Introduction Intravenous thrombolysis is a target within the national stroke strategy but there are insufficient specialists to provide a 24-h bedside service for all UK hospitals. Thrombolysis in the 3 EKHUFT acute hospitals, (population 730 000), is undertaken in-hours at the bedside and out-of-hours remotely by a single rota of five stroke physicians and four neurologists. We report the first year results comparing bedside and telemedicine safety outcomes.
Method From September 2008, prospective data were analysed from stroke thrombolysis calls initiated via the EKHUFT switchboard.
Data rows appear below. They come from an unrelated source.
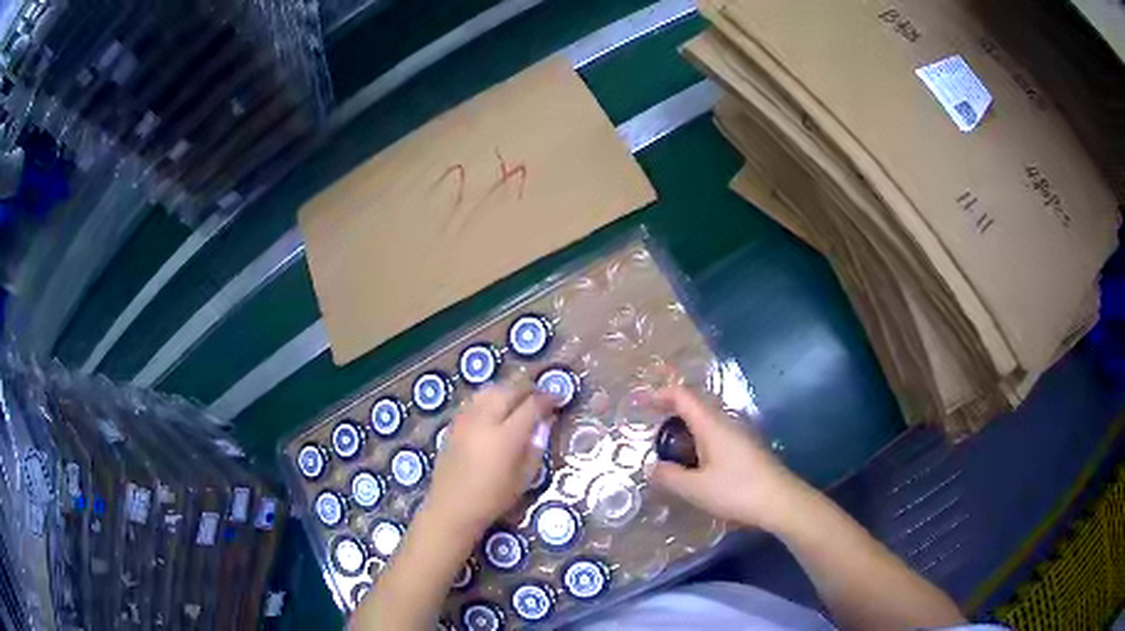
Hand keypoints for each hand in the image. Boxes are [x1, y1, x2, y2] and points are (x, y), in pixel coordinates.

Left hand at [420, 378, 556, 540]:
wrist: (452, 507)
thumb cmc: (493, 499)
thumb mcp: (524, 477)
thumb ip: (536, 446)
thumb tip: (545, 422)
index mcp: (505, 437)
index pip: (531, 405)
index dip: (547, 398)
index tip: (558, 398)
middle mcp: (484, 421)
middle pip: (509, 390)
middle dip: (528, 388)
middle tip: (540, 396)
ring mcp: (465, 420)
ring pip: (489, 390)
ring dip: (508, 389)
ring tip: (519, 398)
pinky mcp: (453, 423)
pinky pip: (475, 400)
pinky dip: (490, 397)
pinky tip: (496, 408)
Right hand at [650, 385, 808, 530]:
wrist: (781, 501)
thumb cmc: (737, 490)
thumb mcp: (696, 488)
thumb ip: (669, 476)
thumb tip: (651, 467)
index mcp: (711, 424)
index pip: (683, 396)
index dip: (660, 394)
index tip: (640, 401)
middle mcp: (725, 422)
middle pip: (695, 405)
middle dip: (670, 410)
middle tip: (648, 425)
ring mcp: (738, 435)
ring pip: (706, 421)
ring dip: (685, 427)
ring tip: (666, 446)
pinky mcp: (745, 449)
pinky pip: (715, 435)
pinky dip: (697, 440)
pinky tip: (693, 462)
Retrospective correlation from hospital notes, PACS images and coded discharge episodes.
Results 836 patients were admitted with a diagnosis of ischaemic stroke (ICD 163*). 103 (12.3%) received intravenous thrombolysis, 61% by telemedicine; mean admission NIHSS: 11.3. Mortality, at 15.2% was lower than 20% SITS data and did not vary significantly between the two groups (Abstract POS12 Table 1).
Conclusion Telemedicine is as safe as bedside thrombolysis. It permits remote decision making and the safe use of intravenous thrombolysis at multiple sites with one rota. It may obviate the need for hyper acute stroke units, reducing transfer times and repatriation problems.